The applicant applied for the visa on 15 March 2017. At the time of application, Class TU contained two subclasses: Subclass 500 (Student) and Subclass 590 (Student Guardian). The applicant applied for the visa to undertake study in Australia and does not claim to meet the criteria for a Subclass 590 (Student Guardian) visa.
Background
The applicant is a citizen of India and is currently 27 years old. He came to Australia in 2013 to study a Bachelor of Business. After commencing his studies the applicant discontinued his Bachelor degree and enrolled in Diploma level courses. At the time of the hearing, the applicant was enrolled in an Advanced Diploma of Business which was later cancelled.
The delegate in this case refused to grant the visa on the basis that the applicant did not satisfy the requirements of cl.500.212 of Schedule 2 to the Migration Regulations 1994 (the Regulations) because it was determined the genuine temporary entrant criteria had not been met.
The applicant appeared before the Tribunal on 8 January 2019 to give evidence and present arguments.

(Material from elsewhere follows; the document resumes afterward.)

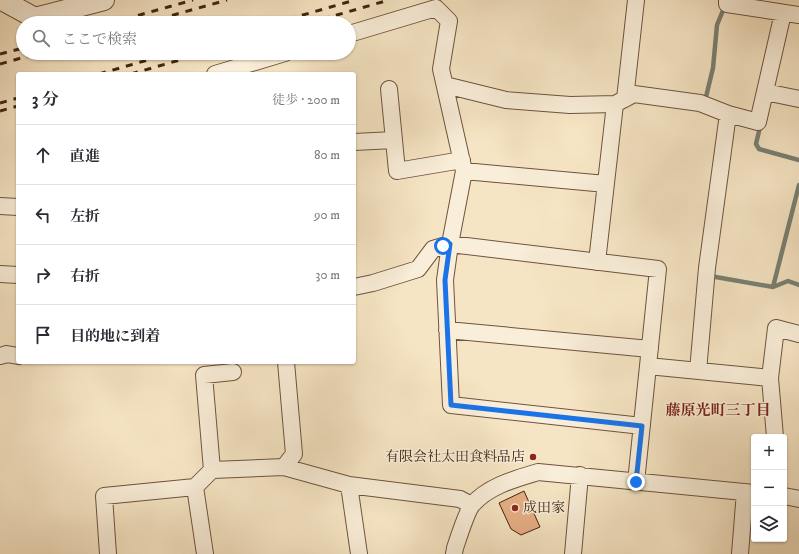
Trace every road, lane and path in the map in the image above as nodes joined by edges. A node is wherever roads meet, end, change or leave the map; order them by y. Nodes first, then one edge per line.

The applicant was assisted in relation to the review by their registered migration agent.
For the following reasons, the Tribunal has concluded that the decision under review should be affirmed.
CONSIDERATION OF CLAIMS AND EVIDENCE
The criteria for a Subclass 500 (Student) visa are set out in Part 500 of Schedule 2 to the Regulations. The primary criteria in cl.500.211 to cl.500.218 must be satisfied by at least one applicant. Other members of the family unit, if any, who are applicants for the visa need only satisfy the secondary criteria. The issue in the present case is whether the applicant is enrolled in an approved course of study as required for the grant of a Student Visa.
Clause 500.211 relevantly requires that at the time of this decision the applicant is enrolled in a course of study: cl.500.211(a). The applicant does not claim to meet any of the alternative criteria in cl.500.211.
‘Course of study’ is relevantly defined in cl.500.111 of the Regulations as a ‘full-time registered course’. ‘Registered course’ is defined in r.1.03 of the Regulations as a course of education or training provided by an institution, body or person that is registered, under Division 3 of Part 2 of the Education Services for Overseas Students Act 2000, to provide the course to overseas students.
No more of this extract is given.